学者の間では、ヘラクレスの大業は先史時代の英雄譚や宗教儀礼、狩猟や開墾に関する象徴的表現に由来すると考えられている。個々のエピソードは、自然の猛威に対する人間の闘い、生と死、清めの儀礼、文明化(野生を制する)というテーマを含んでいる。ヘラクレス自身は、試練を経て英雄としての地位を確立し、最終的には神格化(栄誉ある昇天)されることが多い。

美術・文学・現代への影響

ヘラクレスの功業は古代ギリシャ・ローマの陶器、彫刻、モザイク、壁画の主要な題材であり、中世以降もルネサンス、バロック期にかけて何度も描かれてきた。
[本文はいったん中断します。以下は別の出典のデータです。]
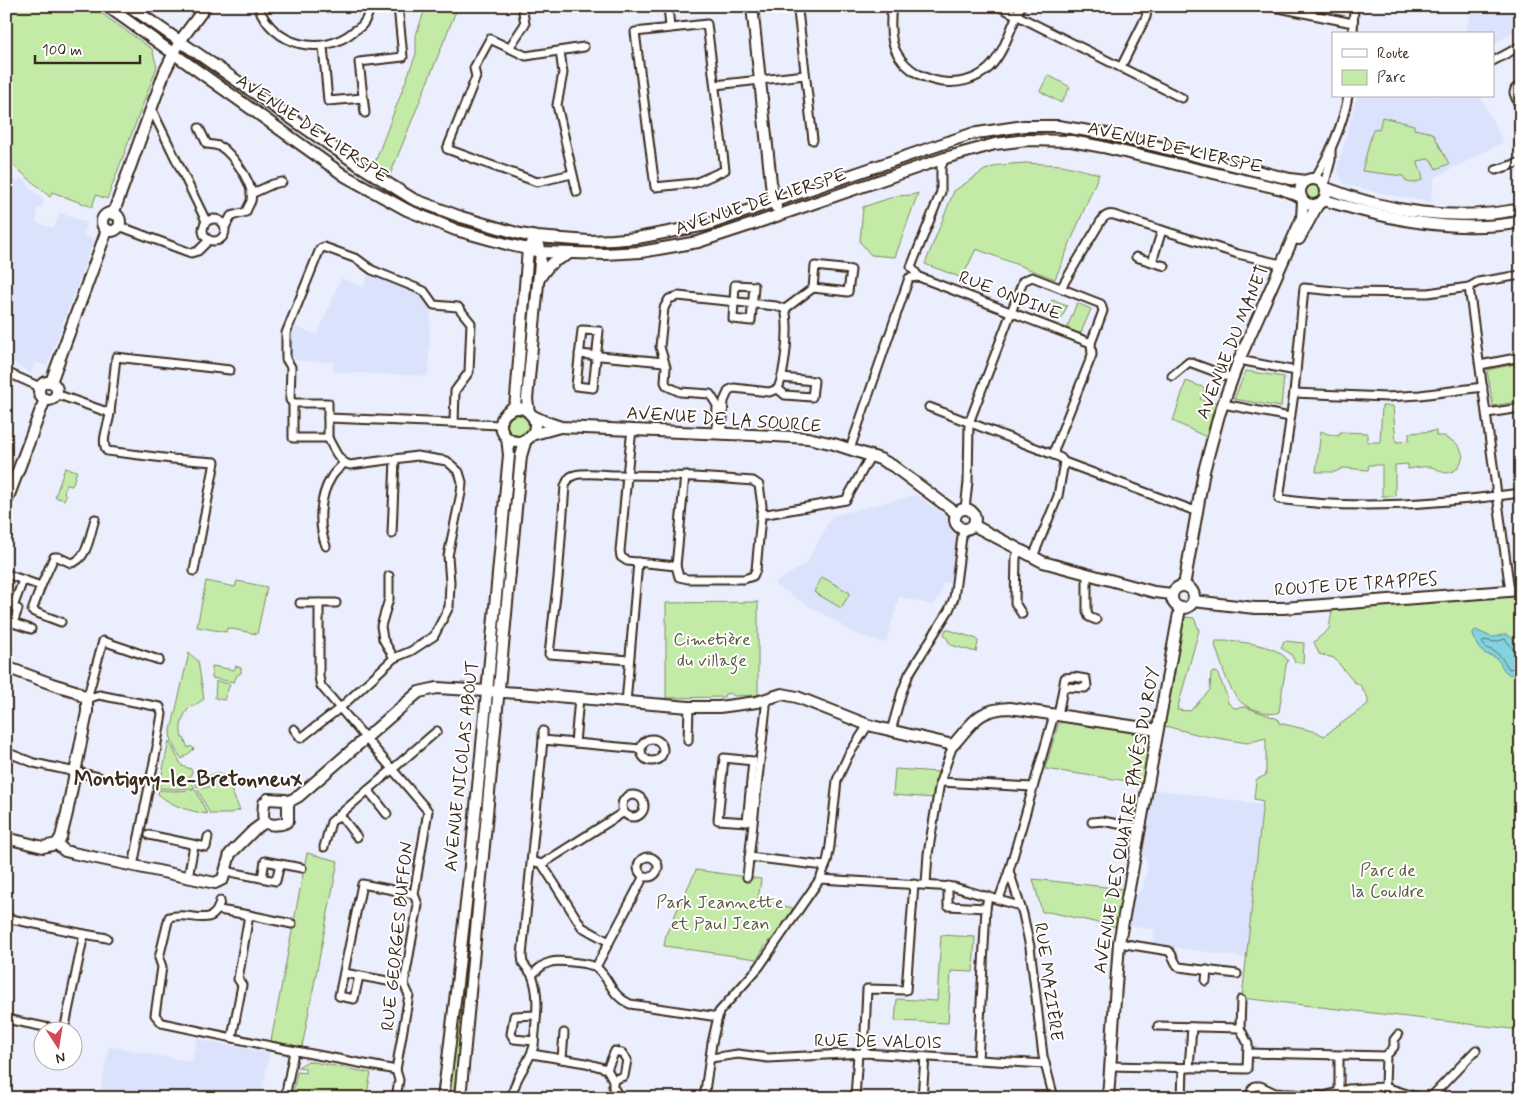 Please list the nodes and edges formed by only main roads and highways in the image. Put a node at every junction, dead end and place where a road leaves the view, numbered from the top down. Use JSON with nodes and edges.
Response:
{"nodes":[{"id":1,"x":107,"y":6,"type":"edge"},
{"id":2,"x":114,"y":6,"type":"edge"},
{"id":3,"x":129,"y":6,"type":"edge"},
{"id":4,"x":206,"y":6,"type":"edge"},
{"id":5,"x":752,"y":6,"type":"edge"},
{"id":6,"x":180,"y":41,"type":"junction"},
{"id":7,"x":174,"y":53,"type":"junction"},
{"id":8,"x":260,"y":96,"type":"junction"},
{"id":9,"x":1310,"y":180,"type":"junction"},
{"id":10,"x":1325,"y":187,"type":"junction"},
{"id":11,"x":1302,"y":199,"type":"junction"},
{"id":12,"x":774,"y":202,"type":"junction"},
{"id":13,"x":1321,"y":202,"type":"junction"},
{"id":14,"x":1521,"y":208,"type":"edge"},
{"id":15,"x":113,"y":214,"type":"junction"},
{"id":16,"x":779,"y":215,"type":"junction"},
{"id":17,"x":1521,"y":222,"type":"edge"},
{"id":18,"x":107,"y":230,"type":"junction"},
{"id":19,"x":539,"y":244,"type":"junction"},
{"id":20,"x":528,"y":249,"type":"junction"},
{"id":21,"x":570,"y":253,"type":"junction"},
{"id":22,"x":1281,"y":264,"type":"junction"},
{"id":23,"x":538,"y":279,"type":"junction"},
{"id":24,"x":51,"y":382,"type":"junction"},
{"id":25,"x":44,"y":399,"type":"junction"},
{"id":26,"x":509,"y":411,"type":"junction"},
{"id":27,"x":530,"y":414,"type":"junction"},
{"id":28,"x":561,"y":427,"type":"junction"},
{"id":29,"x":529,"y":437,"type":"junction"},
{"id":30,"x":507,"y":438,"type":"junction"},
{"id":31,"x":6,"y":503,"type":"edge"},
{"id":32,"x":961,"y":511,"type":"junction"},
{"id":33,"x":973,"y":525,"type":"junction"},
{"id":34,"x":1184,"y":586,"type":"junction"},
{"id":35,"x":1515,"y":590,"type":"edge"},
{"id":36,"x":1172,"y":594,"type":"junction"},
{"id":37,"x":1193,"y":601,"type":"junction"},
{"id":38,"x":1180,"y":608,"type":"junction"},
{"id":39,"x":6,"y":667,"type":"edge"},
{"id":40,"x":487,"y":690,"type":"junction"},
{"id":41,"x":499,"y":691,"type":"junction"},
{"id":42,"x":1158,"y":730,"type":"junction"},
{"id":43,"x":288,"y":802,"type":"junction"},
{"id":44,"x":265,"y":822,"type":"junction"},
{"id":45,"x":6,"y":838,"type":"edge"},
{"id":46,"x":57,"y":844,"type":"junction"},
{"id":47,"x":443,"y":1098,"type":"edge"},
{"id":48,"x":460,"y":1098,"type":"edge"},
{"id":49,"x":1108,"y":1098,"type":"edge"}],
"edges":[{"from":1,"to":7,"type":"main road","name":"AVENUE DE KIERSPE"},
{"from":2,"to":6,"type":"main road"},
{"from":3,"to":6,"type":"main road","name":"AVENUE DE KIERSPE"},
{"from":4,"to":6,"type":"main road"},
{"from":5,"to":12,"type":"main road"},
{"from":6,"to":7,"type":"main road"},
{"from":6,"to":8,"type":"main road","name":"AVENUE DE KIERSPE"},
{"from":7,"to":8,"type":"main road"},
{"from":7,"to":15,"type":"main road"},
{"from":7,"to":20,"type":"main road","name":"AVENUE DE KIERSPE"},
{"from":8,"to":19,"type":"main road","name":"AVENUE DE KIERSPE"},
{"from":9,"to":10,"type":"main road"},
{"from":9,"to":11,"type":"main road"},
{"from":9,"to":12,"type":"main road","name":"AVENUE DE KIERSPE"},
{"from":10,"to":13,"type":"main road"},
{"from":10,"to":14,"type":"main road"},
{"from":11,"to":13,"type":"main road"},
{"from":11,"to":16,"type":"main road","name":"AVENUE DE KIERSPE"},
{"from":11,"to":22,"type":"main road","name":"AVENUE DU MANET"},
{"from":12,"to":16,"type":"main road"},
{"from":12,"to":19,"type":"main road","name":"AVENUE DE KIERSPE"},
{"from":13,"to":17,"type":"main road"},
{"from":13,"to":22,"type":"main road"},
{"from":15,"to":18,"type":"main road"},
{"from":15,"to":18,"type":"main road"},
{"from":16,"to":21,"type":"main road","name":"AVENUE DE KIERSPE"},
{"from":18,"to":24,"type":"main road"},
{"from":19,"to":20,"type":"main road","name":"AVENUE DE KIERSPE"},
{"from":19,"to":21,"type":"main road","name":"AVENUE DE KIERSPE"},
{"from":19,"to":23,"type":"main road","name":"AVENUE NICOLAS ABOUT"},
{"from":20,"to":26,"type":"main road"},
{"from":21,"to":23,"type":"main road"},
{"from":22,"to":34,"type":"main road","name":"AVENUE DU MANET"},
{"from":23,"to":27,"type":"main road","name":"AVENUE NICOLAS ABOUT"},
{"from":24,"to":25,"type":"main road"},
{"from":24,"to":25,"type":"main road"},
{"from":25,"to":31,"type":"main road"},
{"from":26,"to":27,"type":"main road"},
{"from":26,"to":30,"type":"main road","name":"AVENUE NICOLAS ABOUT"},
{"from":27,"to":28,"type":"main road","name":"AVENUE DE LA SOURCE"},
{"from":27,"to":29,"type":"main road","name":"AVENUE NICOLAS ABOUT"},
{"from":28,"to":29,"type":"main road","name":"AVENUE DE LA SOURCE"},
{"from":28,"to":32,"type":"main road","name":"AVENUE DE LA SOURCE"},
{"from":29,"to":30,"type":"main road"},
{"from":29,"to":41,"type":"main road","name":"AVENUE NICOLAS ABOUT"},
{"from":30,"to":40,"type":"main road","name":"AVENUE NICOLAS ABOUT"},
{"from":32,"to":33,"type":"main road"},
{"from":32,"to":33,"type":"main road"},
{"from":33,"to":36,"type":"main road"},
{"from":34,"to":36,"type":"main road"},
{"from":34,"to":37,"type":"main road"},
{"from":35,"to":37,"type":"main road","name":"ROUTE DE TRAPPES"},
{"from":36,"to":38,"type":"main road"},
{"from":37,"to":38,"type":"main road"},
{"from":38,"to":42,"type":"main road","name":"AVENUE DES QUATRE PAVÉS DU ROY"},
{"from":39,"to":46,"type":"main road"},
{"from":40,"to":41,"type":"main road"},
{"from":40,"to":43,"type":"main road"},
{"from":40,"to":47,"type":"main road","name":"AVENUE NICOLAS ABOUT"},
{"from":41,"to":42,"type":"main road"},
{"from":41,"to":48,"type":"main road","name":"AVENUE NICOLAS ABOUT"},
{"from":42,"to":49,"type":"main road","name":"AVENUE DES QUATRE PAVÉS DU ROY"},
{"from":43,"to":44,"type":"main road"},
{"from":43,"to":44,"type":"main road"},
{"from":44,"to":46,"type":"main road"},
{"from":45,"to":46,"type":"main road"}]} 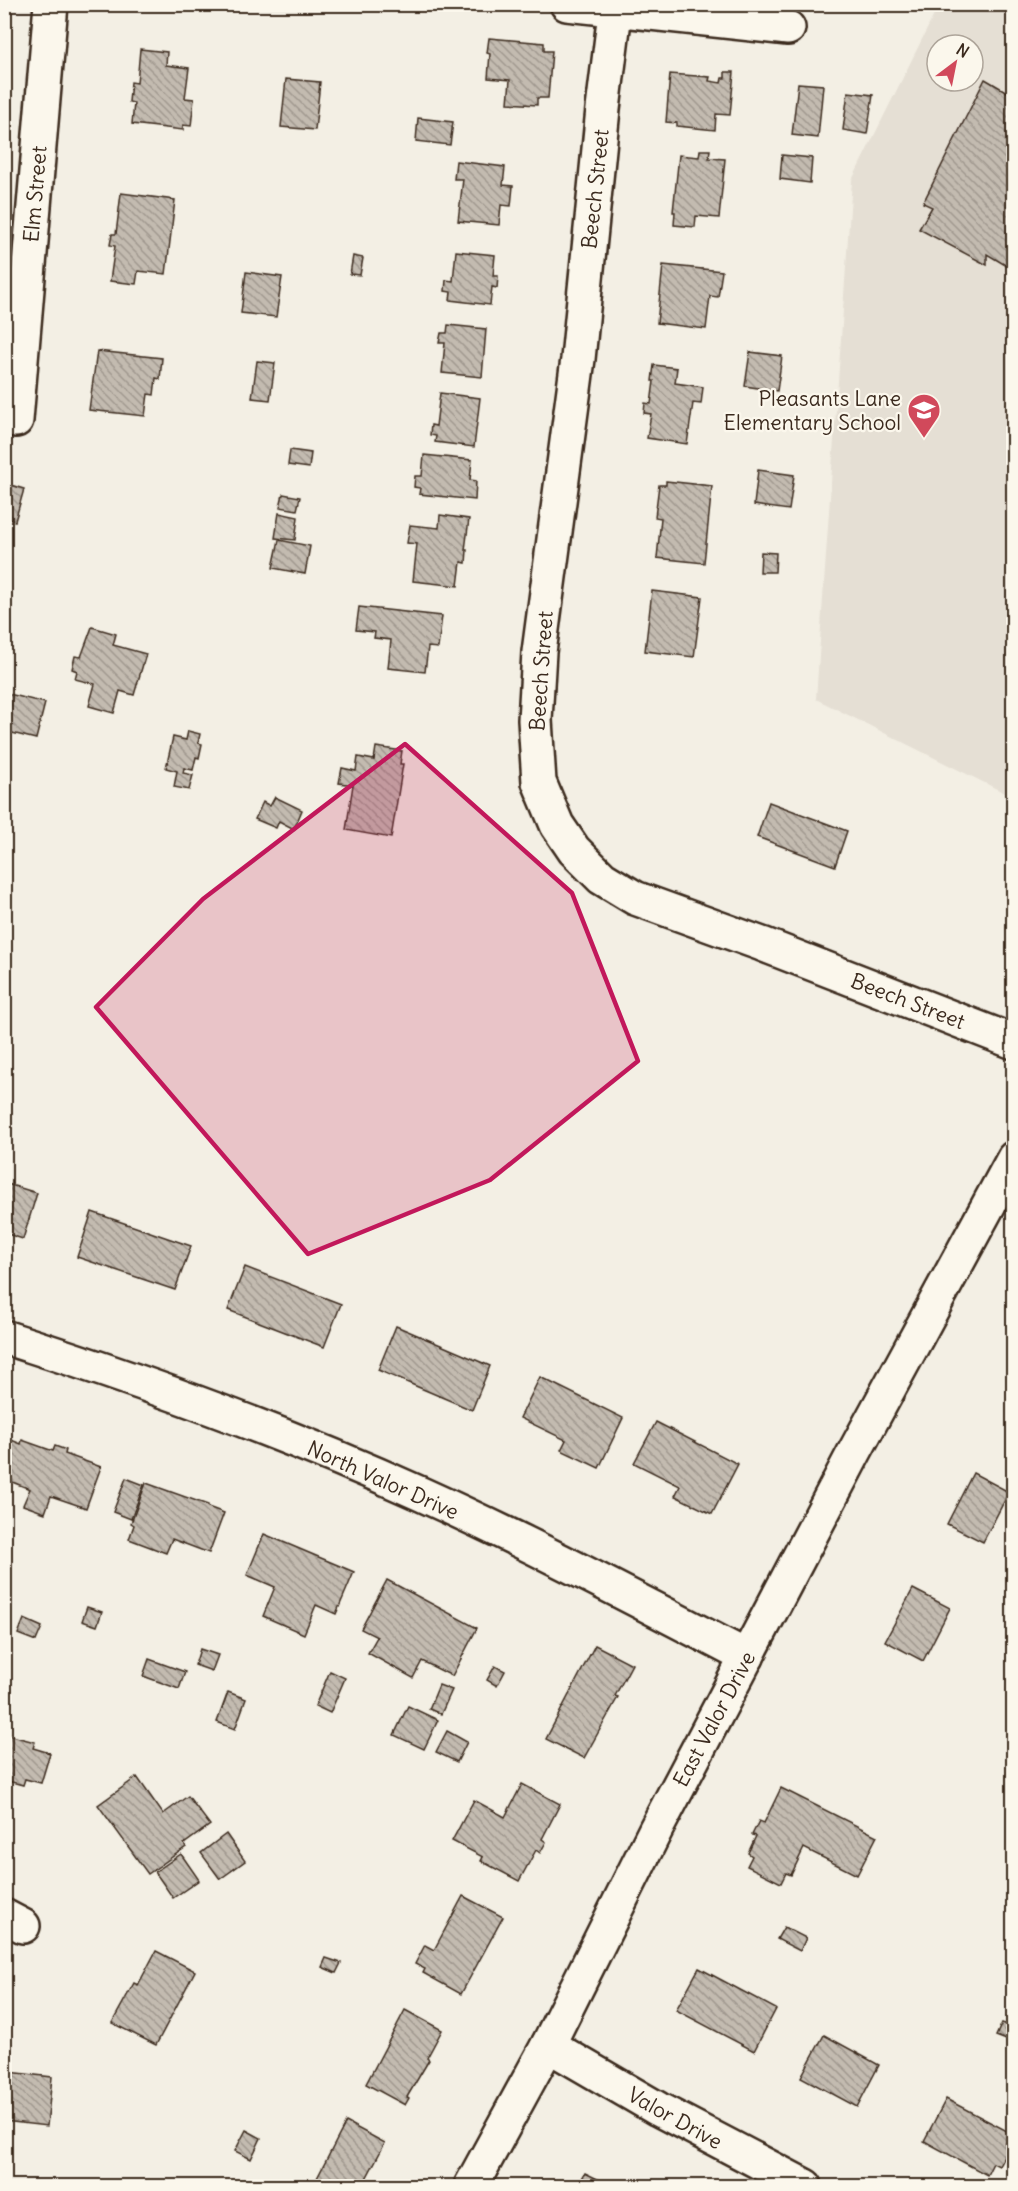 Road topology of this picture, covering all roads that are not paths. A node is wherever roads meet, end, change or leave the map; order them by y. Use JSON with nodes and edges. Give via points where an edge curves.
{"nodes":[{"id":1,"x":51,"y":4,"type":"edge"},
{"id":2,"x":567,"y":4,"type":"edge"},
{"id":3,"x":616,"y":8,"type":"edge"},
{"id":4,"x":788,"y":28,"type":"dead end"},
{"id":5,"x":16,"y":420,"type":"dead end"},
{"id":6,"x":1014,"y":1042,"type":"edge"},
{"id":7,"x":1014,"y":1158,"type":"edge"},
{"id":8,"x":4,"y":1337,"type":"edge"},
{"id":9,"x":747,"y":1657,"type":"junction"},
{"id":10,"x":548,"y":2045,"type":"junction"},
{"id":11,"x":471,"y":2187,"type":"edge"},
{"id":12,"x":805,"y":2187,"type":"edge"}],
"edges":[{"from":1,"to":5,"type":"street","name":"Elm Street"},
{"from":2,"to":3,"type":"street"},
{"from":3,"to":4,"type":"street"},
{"from":3,"to":6,"type":"street","name":"Beech Street","via":[[578,359],[539,652],[535,720],[539,782],[557,825],[574,850],[602,878],[635,898]]},
{"from":7,"to":9,"type":"street","name":"East Valor Drive"},
{"from":8,"to":9,"type":"street","name":"North Valor Drive","via":[[246,1421],[421,1494],[603,1581]]},
{"from":9,"to":10,"type":"street","name":"East Valor Drive"},
{"from":10,"to":11,"type":"street","name":"East Valor Drive"},
{"from":10,"to":12,"type":"street","name":"Valor Drive"}]} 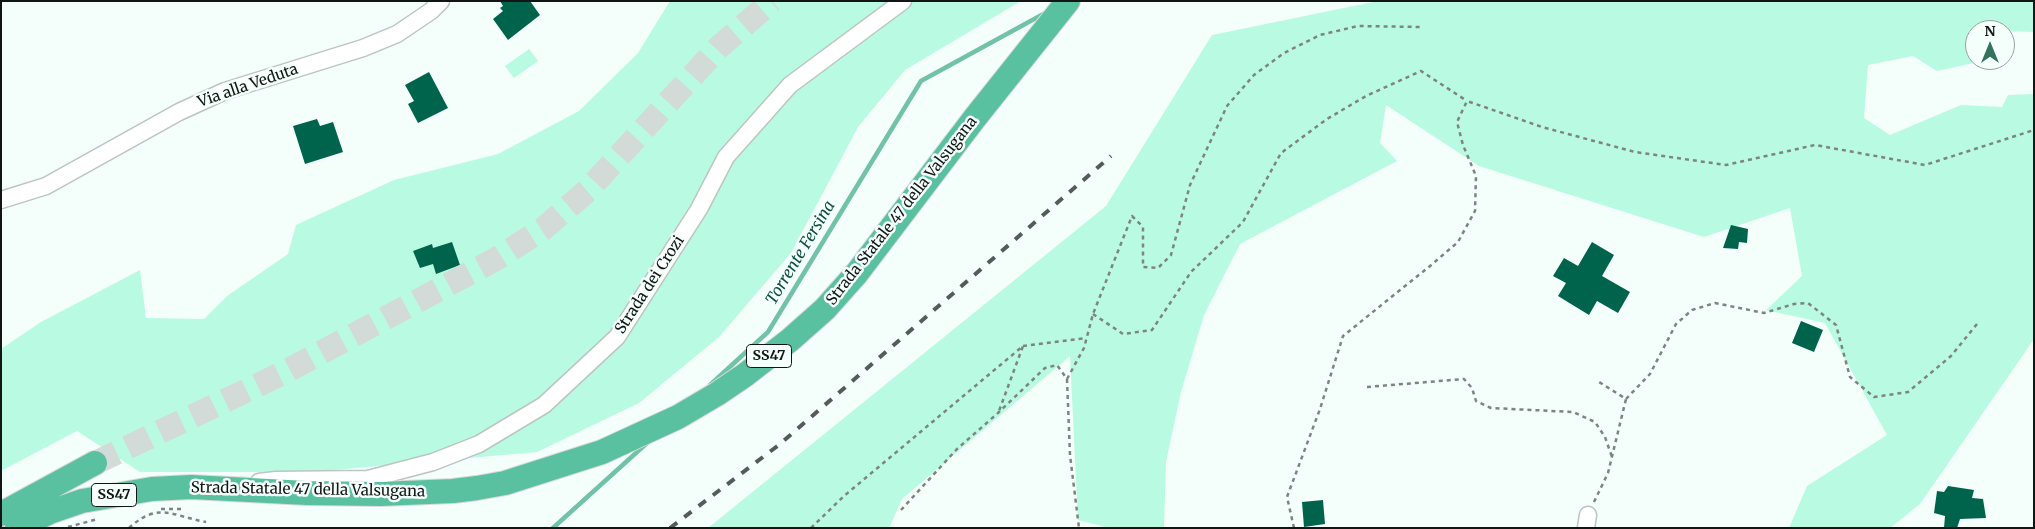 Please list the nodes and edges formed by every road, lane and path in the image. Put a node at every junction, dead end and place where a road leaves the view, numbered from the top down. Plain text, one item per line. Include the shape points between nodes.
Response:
1 (441, 1) edge
2 (903, 1) edge
3 (1068, 1) edge
4 (1422, 27) dead end
5 (1467, 101) junction
6 (2034, 130) edge
7 (1, 200) edge
8 (1093, 314) junction
9 (1977, 324) dead end
10 (1086, 338) junction
11 (1023, 346) junction
12 (1067, 379) junction
13 (1596, 380) dead end
14 (1367, 387) dead end
15 (1626, 399) junction
16 (998, 412) junction
17 (1612, 457) junction
18 (95, 463) tunnel mouth
19 (217, 488) junction
20 (183, 509) dead end
21 (146, 510) dead end
22 (901, 510) dead end
23 (1, 514) edge
24 (99, 519) dead end
25 (1587, 521) edge
26 (206, 522) dead end
27 (17, 528) edge
28 (66, 528) edge
29 (129, 528) edge
30 (811, 528) edge
31 (1079, 528) edge
32 (1294, 528) edge

1 - 7 street, Via alla Veduta via 398,34 225,91 179,112 46,186
2 - 19 street, Strada dei Crozi via 790,85 726,157 699,209 617,337 544,405 479,444 433,462 368,479 276,480
3 - 19 highway, Strada Statale 47 della Valsugana / SS47 via 825,309 744,375 670,421 602,452 555,468 505,483 453,492 372,494
4 - 8 path via 1358,26 1320,36 1284,53 1254,75 1227,106 1190,184 1171,255 1158,268 1143,267 1142,227 1132,216
5 - 6 path via 1542,127 1635,152 1726,165 1815,145 1925,165
5 - 8 path via 1421,71 1366,96 1327,119 1281,153 1243,222 1192,272 1152,330 1123,334
5 - 32 path via 1457,122 1476,176 1475,211 1458,242 1343,336 1287,497
8 - 10 path
9 - 15 path via 1951,356 1908,392 1874,397 1850,377 1836,326 1808,303 1764,313 1715,303 1692,310 1676,324 1650,374
10 - 11 path
10 - 12 path
11 - 16 path
11 - 30 path via 844,496
12 - 16 path via 1057,365 1045,368
12 - 31 path via 1070,455
13 - 15 path
14 - 17 path via 1464,379 1472,388 1476,401 1491,408 1572,412 1595,422
15 - 17 path
16 - 22 path via 957,449
17 - 25 path
18 - 23 highway, SS47
19 - 27 highway, Strada Statale 47 della Valsugana / SS47 via 152,489 82,501
20 - 21 path
24 - 28 path
26 - 29 path via 162,511 139,519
文学作品や叙事詩、近代の映画・漫画・小説にも繰り返し登場し、英雄像の典型例として広く知られている。さらに、星座(Hercules)や地名、文化的メタファーとしての使用など、その影響は多方面に及ぶ。

ヘラクレスの十二の功業は単なる冒険譚を超え、人間の弱さと再生、社会的な儀礼の意味を伝える物語として、今日でも多くの関心を引き続けている。